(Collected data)
+++
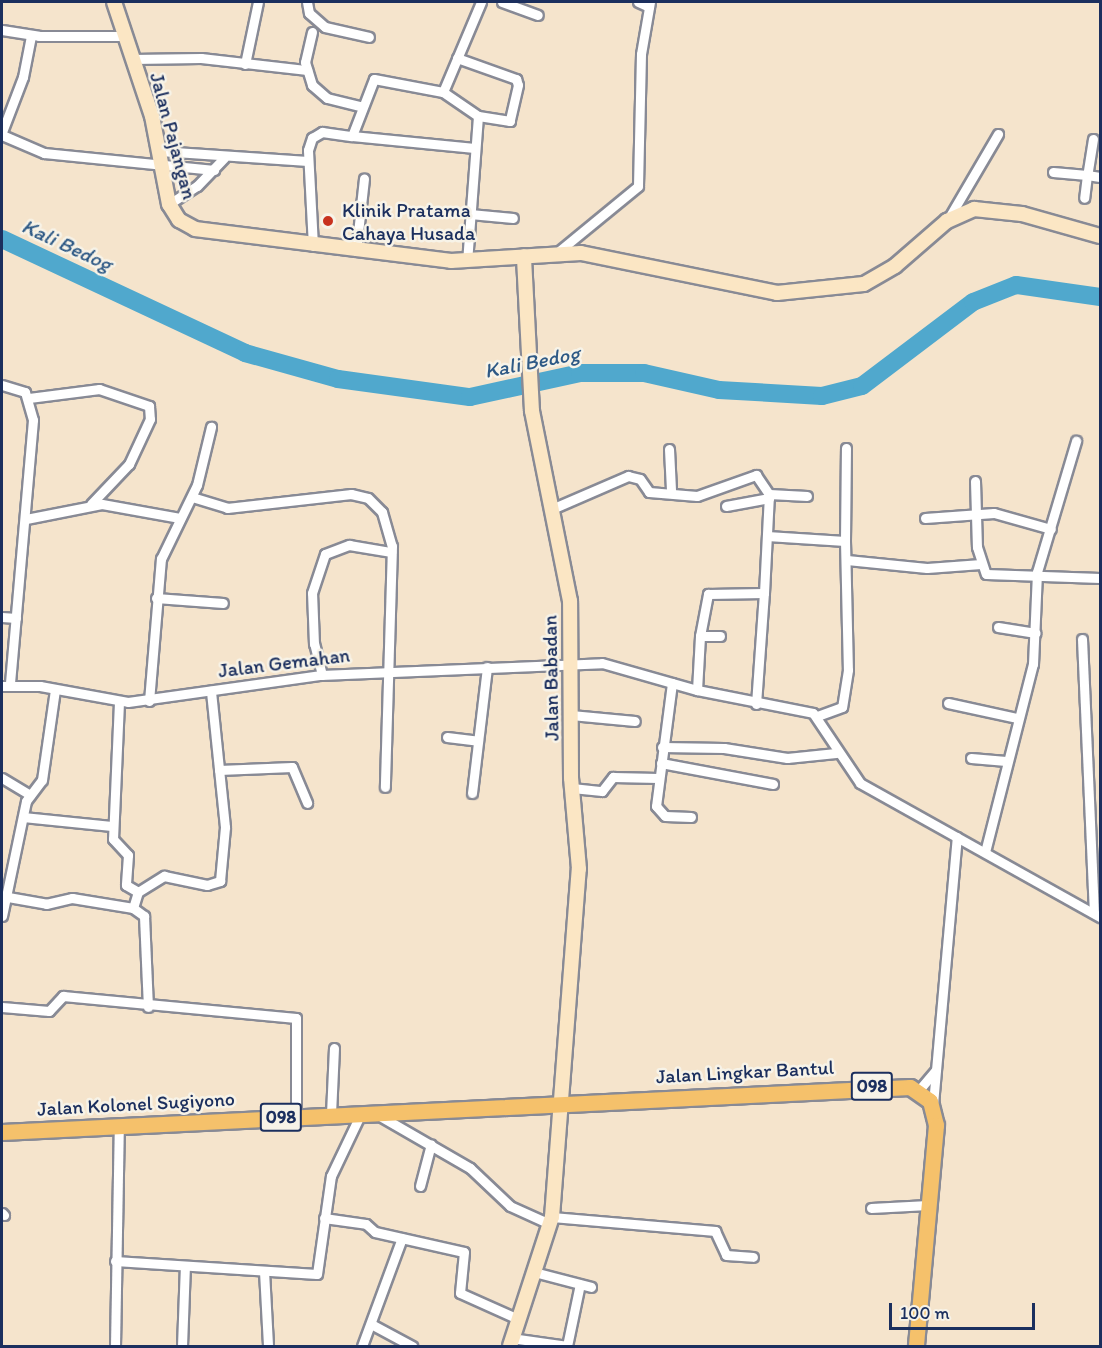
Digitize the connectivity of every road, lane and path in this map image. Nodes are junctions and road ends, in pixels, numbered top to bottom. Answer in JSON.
{"nodes":[{"id":1,"x":114,"y":2,"type":"edge"},
{"id":2,"x":258,"y":2,"type":"edge"},
{"id":3,"x":304,"y":2,"type":"edge"},
{"id":4,"x":481,"y":2,"type":"edge"},
{"id":5,"x":502,"y":2,"type":"edge"},
{"id":6,"x":638,"y":2,"type":"edge"},
{"id":7,"x":650,"y":4,"type":"edge"},
{"id":8,"x":538,"y":15,"type":"dead end"},
{"id":9,"x":2,"y":30,"type":"edge"},
{"id":10,"x":312,"y":32,"type":"dead end"},
{"id":11,"x":31,"y":36,"type":"junction"},
{"id":12,"x":124,"y":36,"type":"junction"},
{"id":13,"x":369,"y":37,"type":"dead end"},
{"id":14,"x":457,"y":58,"type":"junction"},
{"id":15,"x":132,"y":59,"type":"junction"},
{"id":16,"x":245,"y":64,"type":"junction"},
{"id":17,"x":307,"y":70,"type":"junction"},
{"id":18,"x":443,"y":92,"type":"junction"},
{"id":19,"x":360,"y":106,"type":"junction"},
{"id":20,"x":478,"y":116,"type":"junction"},
{"id":21,"x":2,"y":134,"type":"edge"},
{"id":22,"x":998,"y":134,"type":"dead end"},
{"id":23,"x":352,"y":136,"type":"junction"},
{"id":24,"x":1093,"y":139,"type":"dead end"},
{"id":25,"x":474,"y":148,"type":"junction"},
{"id":26,"x":161,"y":158,"type":"junction"},
{"id":27,"x":224,"y":158,"type":"dead end"},
{"id":28,"x":308,"y":161,"type":"junction"},
{"id":29,"x":214,"y":170,"type":"junction"},
{"id":30,"x":1053,"y":172,"type":"dead end"},
{"id":31,"x":1087,"y":175,"type":"junction"},
{"id":32,"x":1101,"y":177,"type":"edge"},
{"id":33,"x":364,"y":178,"type":"dead end"},
{"id":34,"x":1084,"y":198,"type":"dead end"},
{"id":35,"x":169,"y":204,"type":"junction"},
{"id":36,"x":470,"y":214,"type":"junction"},
{"id":37,"x":513,"y":218,"type":"dead end"},
{"id":38,"x":947,"y":221,"type":"junction"},
{"id":39,"x":1101,"y":236,"type":"edge"},
{"id":40,"x":314,"y":246,"type":"junction"},
{"id":41,"x":356,"y":251,"type":"junction"},
{"id":42,"x":559,"y":251,"type":"junction"},
{"id":43,"x":524,"y":256,"type":"junction"},
{"id":44,"x":467,"y":261,"type":"junction"},
{"id":45,"x":2,"y":386,"type":"edge"},
{"id":46,"x":29,"y":398,"type":"junction"},
{"id":47,"x":211,"y":427,"type":"dead end"},
{"id":48,"x":1076,"y":441,"type":"dead end"},
{"id":49,"x":846,"y":448,"type":"dead end"},
{"id":50,"x":669,"y":449,"type":"dead end"},
{"id":51,"x":975,"y":481,"type":"dead end"},
{"id":52,"x":671,"y":490,"type":"junction"},
{"id":53,"x":769,"y":496,"type":"junction"},
{"id":54,"x":807,"y":496,"type":"dead end"},
{"id":55,"x":192,"y":497,"type":"junction"},
{"id":56,"x":91,"y":504,"type":"junction"},
{"id":57,"x":726,"y":506,"type":"dead end"},
{"id":58,"x":554,"y":508,"type":"junction"},
{"id":59,"x":160,"y":512,"type":"junction"},
{"id":60,"x":975,"y":514,"type":"junction"},
{"id":61,"x":180,"y":518,"type":"junction"},
{"id":62,"x":925,"y":518,"type":"dead end"},
{"id":63,"x":26,"y":519,"type":"junction"},
{"id":64,"x":1051,"y":529,"type":"junction"},
{"id":65,"x":170,"y":533,"type":"junction"},
{"id":66,"x":767,"y":536,"type":"junction"},
{"id":67,"x":845,"y":541,"type":"junction"},
{"id":68,"x":392,"y":552,"type":"junction"},
{"id":69,"x":847,"y":560,"type":"junction"},
{"id":70,"x":981,"y":564,"type":"junction"},
{"id":71,"x":1037,"y":572,"type":"junction"},
{"id":72,"x":1101,"y":578,"type":"edge"},
{"id":73,"x":764,"y":593,"type":"junction"},
{"id":74,"x":156,"y":598,"type":"junction"},
{"id":75,"x":223,"y":603,"type":"dead end"},
{"id":76,"x":2,"y":617,"type":"edge"},
{"id":77,"x":16,"y":618,"type":"junction"},
{"id":78,"x":998,"y":627,"type":"dead end"},
{"id":79,"x":1035,"y":633,"type":"junction"},
{"id":80,"x":700,"y":636,"type":"junction"},
{"id":81,"x":720,"y":636,"type":"dead end"},
{"id":82,"x":1082,"y":639,"type":"dead end"},
{"id":83,"x":573,"y":664,"type":"junction"},
{"id":84,"x":487,"y":667,"type":"junction"},
{"id":85,"x":387,"y":670,"type":"junction"},
{"id":86,"x":322,"y":675,"type":"junction"},
{"id":87,"x":672,"y":683,"type":"junction"},
{"id":88,"x":6,"y":686,"type":"edge"},
{"id":89,"x":55,"y":690,"type":"junction"},
{"id":90,"x":697,"y":690,"type":"junction"},
{"id":91,"x":211,"y":691,"type":"junction"},
{"id":92,"x":149,"y":701,"type":"junction"},
{"id":93,"x":119,"y":702,"type":"junction"},
{"id":94,"x":948,"y":703,"type":"dead end"},
{"id":95,"x":756,"y":704,"type":"junction"},
{"id":96,"x":571,"y":715,"type":"junction"},
{"id":97,"x":817,"y":716,"type":"junction"},
{"id":98,"x":1017,"y":718,"type":"junction"},
{"id":99,"x":635,"y":722,"type":"dead end"},
{"id":100,"x":447,"y":737,"type":"dead end"},
{"id":101,"x":478,"y":741,"type":"junction"},
{"id":102,"x":662,"y":747,"type":"junction"},
{"id":103,"x":836,"y":753,"type":"junction"},
{"id":104,"x":970,"y":758,"type":"dead end"},
{"id":105,"x":1006,"y":761,"type":"junction"},
{"id":106,"x":661,"y":763,"type":"junction"},
{"id":107,"x":1089,"y":763,"type":"junction"},
{"id":108,"x":1101,"y":763,"type":"edge"},
{"id":109,"x":219,"y":770,"type":"junction"},
{"id":110,"x":2,"y":777,"type":"edge"},
{"id":111,"x":658,"y":778,"type":"junction"},
{"id":112,"x":773,"y":784,"type":"dead end"},
{"id":113,"x":385,"y":786,"type":"dead end"},
{"id":114,"x":572,"y":788,"type":"junction"},
{"id":115,"x":472,"y":793,"type":"dead end"},
{"id":116,"x":30,"y":795,"type":"junction"},
{"id":117,"x":307,"y":803,"type":"dead end"},
{"id":118,"x":23,"y":818,"type":"junction"},
{"id":119,"x":691,"y":818,"type":"dead end"},
{"id":120,"x":112,"y":826,"type":"junction"},
{"id":121,"x":957,"y":837,"type":"junction"},
{"id":122,"x":985,"y":852,"type":"junction"},
{"id":123,"x":138,"y":892,"type":"junction"},
{"id":124,"x":8,"y":897,"type":"junction"},
{"id":125,"x":133,"y":909,"type":"junction"},
{"id":126,"x":1097,"y":915,"type":"edge"},
{"id":127,"x":2,"y":916,"type":"edge"},
{"id":128,"x":2,"y":1007,"type":"edge"},
{"id":129,"x":148,"y":1007,"type":"junction"},
{"id":130,"x":334,"y":1048,"type":"dead end"},
{"id":131,"x":936,"y":1070,"type":"junction"},
{"id":132,"x":919,"y":1090,"type":"junction"},
{"id":133,"x":561,"y":1102,"type":"junction"},
{"id":134,"x":933,"y":1107,"type":"junction"},
{"id":135,"x":367,"y":1112,"type":"junction"},
{"id":136,"x":331,"y":1114,"type":"junction"},
{"id":137,"x":296,"y":1116,"type":"junction"},
{"id":138,"x":119,"y":1125,"type":"junction"},
{"id":139,"x":2,"y":1132,"type":"edge"},
{"id":140,"x":431,"y":1144,"type":"junction"},
{"id":141,"x":420,"y":1186,"type":"dead end"},
{"id":142,"x":928,"y":1205,"type":"junction"},
{"id":143,"x":871,"y":1208,"type":"dead end"},
{"id":144,"x":324,"y":1218,"type":"junction"},
{"id":145,"x":551,"y":1221,"type":"junction"},
{"id":146,"x":402,"y":1238,"type":"junction"},
{"id":147,"x":753,"y":1257,"type":"dead end"},
{"id":148,"x":115,"y":1262,"type":"junction"},
{"id":149,"x":184,"y":1266,"type":"junction"},
{"id":150,"x":264,"y":1271,"type":"junction"},
{"id":151,"x":534,"y":1272,"type":"junction"},
{"id":152,"x":580,"y":1284,"type":"junction"},
{"id":153,"x":591,"y":1287,"type":"dead end"},
{"id":154,"x":516,"y":1318,"type":"junction"},
{"id":155,"x":371,"y":1324,"type":"junction"},
{"id":156,"x":511,"y":1342,"type":"edge"},
{"id":157,"x":361,"y":1346,"type":"edge"},
{"id":158,"x":115,"y":1347,"type":"edge"},
{"id":159,"x":182,"y":1347,"type":"edge"},
{"id":160,"x":268,"y":1347,"type":"edge"},
{"id":161,"x":412,"y":1347,"type":"edge"},
{"id":162,"x":916,"y":1347,"type":"edge"}],
"edges":[{"from":1,"to":12,"type":"main road","name":"Jalan Pajangan"},
{"from":2,"to":16,"type":"street"},
{"from":3,"to":13,"type":"street"},
{"from":4,"to":14,"type":"street"},
{"from":5,"to":8,"type":"street"},
{"from":6,"to":7,"type":"street"},
{"from":7,"to":42,"type":"street"},
{"from":9,"to":11,"type":"street"},
{"from":10,"to":17,"type":"street"},
{"from":11,"to":12,"type":"street"},
{"from":11,"to":21,"type":"street"},
{"from":12,"to":15,"type":"main road","name":"Jalan Pajangan"},
{"from":14,"to":18,"type":"street"},
{"from":14,"to":20,"type":"street"},
{"from":15,"to":16,"type":"street"},
{"from":15,"to":26,"type":"main road","name":"Jalan Pajangan"},
{"from":16,"to":17,"type":"street"},
{"from":17,"to":19,"type":"street"},
{"from":18,"to":19,"type":"street"},
{"from":18,"to":20,"type":"street"},
{"from":19,"to":23,"type":"street"},
{"from":20,"to":25,"type":"street"},
{"from":21,"to":26,"type":"street"},
{"from":22,"to":38,"type":"street"},
{"from":23,"to":25,"type":"street"},
{"from":23,"to":28,"type":"street"},
{"from":24,"to":31,"type":"street"},
{"from":25,"to":36,"type":"street"},
{"from":26,"to":28,"type":"street"},
{"from":26,"to":29,"type":"street"},
{"from":26,"to":35,"type":"main road","name":"Jalan Pajangan"},
{"from":27,"to":29,"type":"street"},
{"from":28,"to":40,"type":"street"},
{"from":29,"to":35,"type":"street"},
{"from":30,"to":31,"type":"street"},
{"from":31,"to":32,"type":"street"},
{"from":31,"to":34,"type":"street"},
{"from":33,"to":41,"type":"street"},
{"from":35,"to":40,"type":"main road","name":"Jalan Pajangan"},
{"from":36,"to":37,"type":"street"},
{"from":36,"to":44,"type":"street"},
{"from":38,"to":39,"type":"main road","name":"Jalan Pajangan"},
{"from":38,"to":42,"type":"main road","name":"Jalan Pajangan"},
{"from":40,"to":41,"type":"main road","name":"Jalan Pajangan"},
{"from":41,"to":44,"type":"main road","name":"Jalan Pajangan"},
{"from":42,"to":43,"type":"main road","name":"Jalan Pajangan"},
{"from":43,"to":44,"type":"main road","name":"Jalan Pajangan"},
{"from":43,"to":58,"type":"main road","name":"Jalan Babadan"},
{"from":45,"to":46,"type":"street"},
{"from":46,"to":56,"type":"street"},
{"from":46,"to":63,"type":"street"},
{"from":47,"to":55,"type":"street"},
{"from":48,"to":64,"type":"street"},
{"from":49,"to":67,"type":"street"},
{"from":50,"to":52,"type":"street"},
{"from":51,"to":60,"type":"street"},
{"from":52,"to":53,"type":"street"},
{"from":52,"to":58,"type":"street"},
{"from":53,"to":54,"type":"street"},
{"from":53,"to":57,"type":"street"},
{"from":53,"to":66,"type":"street"},
{"from":55,"to":61,"type":"street"},
{"from":55,"to":68,"type":"street"},
{"from":56,"to":59,"type":"street"},
{"from":56,"to":63,"type":"street"},
{"from":58,"to":83,"type":"main road","name":"Jalan Babadan"},
{"from":59,"to":61,"type":"street"},
{"from":59,"to":65,"type":"street"},
{"from":60,"to":62,"type":"street"},
{"from":60,"to":64,"type":"street"},
{"from":60,"to":70,"type":"street"},
{"from":61,"to":65,"type":"street"},
{"from":63,"to":77,"type":"street"},
{"from":64,"to":71,"type":"street"},
{"from":65,"to":74,"type":"street"},
{"from":66,"to":67,"type":"street"},
{"from":66,"to":73,"type":"street"},
{"from":67,"to":69,"type":"street"},
{"from":68,"to":85,"type":"street"},
{"from":68,"to":86,"type":"street"},
{"from":69,"to":70,"type":"street"},
{"from":69,"to":97,"type":"street"},
{"from":70,"to":71,"type":"street"},
{"from":71,"to":72,"type":"street"},
{"from":71,"to":79,"type":"street"},
{"from":73,"to":80,"type":"street"},
{"from":73,"to":95,"type":"street"},
{"from":74,"to":75,"type":"street"},
{"from":74,"to":92,"type":"street"},
{"from":76,"to":77,"type":"street"},
{"from":77,"to":88,"type":"street"},
{"from":78,"to":79,"type":"street"},
{"from":79,"to":98,"type":"street"},
{"from":80,"to":81,"type":"street"},
{"from":80,"to":90,"type":"street"},
{"from":82,"to":107,"type":"street"},
{"from":83,"to":84,"type":"street","name":"Jalan Gemahan"},
{"from":83,"to":87,"type":"street","name":"Jalan Gemahan"},
{"from":83,"to":96,"type":"main road","name":"Jalan Babadan"},
{"from":84,"to":85,"type":"street","name":"Jalan Gemahan"},
{"from":84,"to":101,"type":"street"},
{"from":85,"to":86,"type":"street","name":"Jalan Gemahan"},
{"from":85,"to":113,"type":"street"},
{"from":86,"to":91,"type":"street","name":"Jalan Gemahan"},
{"from":87,"to":90,"type":"street","name":"Jalan Gemahan"},
{"from":87,"to":102,"type":"street"},
{"from":88,"to":89,"type":"street","name":"Jalan Gemahan"},
{"from":89,"to":93,"type":"street","name":"Jalan Gemahan"},
{"from":89,"to":116,"type":"street"},
{"from":90,"to":95,"type":"street","name":"Jalan Gemahan"},
{"from":91,"to":92,"type":"street","name":"Jalan Gemahan"},
{"from":91,"to":109,"type":"street"},
{"from":92,"to":93,"type":"street","name":"Jalan Gemahan"},
{"from":93,"to":120,"type":"street"},
{"from":94,"to":98,"type":"street"},
{"from":95,"to":97,"type":"street","name":"Jalan Gemahan"},
{"from":96,"to":99,"type":"street"},
{"from":96,"to":114,"type":"main road","name":"Jalan Babadan"},
{"from":97,"to":103,"type":"street"},
{"from":98,"to":105,"type":"street"},
{"from":100,"to":101,"type":"street"},
{"from":101,"to":115,"type":"street"},
{"from":102,"to":103,"type":"street"},
{"from":102,"to":106,"type":"street"},
{"from":103,"to":121,"type":"street"},
{"from":104,"to":105,"type":"street"},
{"from":105,"to":122,"type":"street"},
{"from":106,"to":111,"type":"street"},
{"from":106,"to":112,"type":"street"},
{"from":107,"to":108,"type":"street"},
{"from":107,"to":126,"type":"street"},
{"from":109,"to":117,"type":"street"},
{"from":109,"to":123,"type":"street"},
{"from":110,"to":116,"type":"street"},
{"from":111,"to":114,"type":"street"},
{"from":111,"to":119,"type":"street"},
{"from":114,"to":133,"type":"main road","name":"Jalan Babadan"},
{"from":116,"to":118,"type":"street"},
{"from":118,"to":120,"type":"street"},
{"from":118,"to":124,"type":"street"},
{"from":120,"to":123,"type":"street"},
{"from":121,"to":122,"type":"street"},
{"from":121,"to":131,"type":"street"},
{"from":122,"to":126,"type":"street"},
{"from":123,"to":125,"type":"street"},
{"from":124,"to":125,"type":"street"},
{"from":124,"to":127,"type":"street"},
{"from":125,"to":129,"type":"street"},
{"from":128,"to":129,"type":"street"},
{"from":129,"to":137,"type":"street"},
{"from":130,"to":136,"type":"street"},
{"from":131,"to":132,"type":"street"},
{"from":131,"to":134,"type":"street"},
{"from":132,"to":133,"type":"main road","name":"Jalan Lingkar Bantul","number":"098"},
{"from":132,"to":134,"type":"main road","number":"098"},
{"from":133,"to":135,"type":"main road","name":"Jalan Kolonel Sugiyono","number":"098"},
{"from":133,"to":145,"type":"main road","name":"Jalan Babadan"},
{"from":134,"to":142,"type":"main road"},
{"from":135,"to":136,"type":"main road","name":"Jalan Kolonel Sugiyono","number":"098"},
{"from":135,"to":140,"type":"street"},
{"from":135,"to":144,"type":"street"},
{"from":136,"to":137,"type":"main road","name":"Jalan Kolonel Sugiyono","number":"098"},
{"from":137,"to":138,"type":"main road","name":"Jalan Kolonel Sugiyono","number":"098"},
{"from":138,"to":139,"type":"main road","name":"Jalan Kolonel Sugiyono","number":"098"},
{"from":138,"to":148,"type":"street"},
{"from":140,"to":141,"type":"street"},
{"from":140,"to":145,"type":"street"},
{"from":142,"to":143,"type":"street"},
{"from":142,"to":162,"type":"main road"},
{"from":144,"to":146,"type":"street"},
{"from":144,"to":150,"type":"street"},
{"from":145,"to":147,"type":"street"},
{"from":145,"to":151,"type":"main road","name":"Jalan Babadan"},
{"from":146,"to":154,"type":"street"},
{"from":146,"to":155,"type":"street"},
{"from":148,"to":149,"type":"street"},
{"from":148,"to":158,"type":"street"},
{"from":149,"to":150,"type":"street"},
{"from":149,"to":159,"type":"street"},
{"from":150,"to":160,"type":"street"},
{"from":151,"to":152,"type":"street"},
{"from":151,"to":154,"type":"main road","name":"Jalan Babadan"},
{"from":152,"to":153,"type":"street"},
{"from":152,"to":156,"type":"street"},
{"from":154,"to":156,"type":"main road","name":"Jalan Babadan"},
{"from":155,"to":157,"type":"street"},
{"from":155,"to":161,"type":"street"}]}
+++
Try it
The lines to copy are those above that contain the string "Babadan".

Task answer
{"from":43,"to":58,"type":"main road","name":"Jalan Babadan"},
{"from":58,"to":83,"type":"main road","name":"Jalan Babadan"},
{"from":83,"to":96,"type":"main road","name":"Jalan Babadan"},
{"from":96,"to":114,"type":"main road","name":"Jalan Babadan"},
{"from":114,"to":133,"type":"main road","name":"Jalan Babadan"},
{"from":133,"to":145,"type":"main road","name":"Jalan Babadan"},
{"from":145,"to":151,"type":"main road","name":"Jalan Babadan"},
{"from":151,"to":154,"type":"main road","name":"Jalan Babadan"},
{"from":154,"to":156,"type":"main road","name":"Jalan Babadan"},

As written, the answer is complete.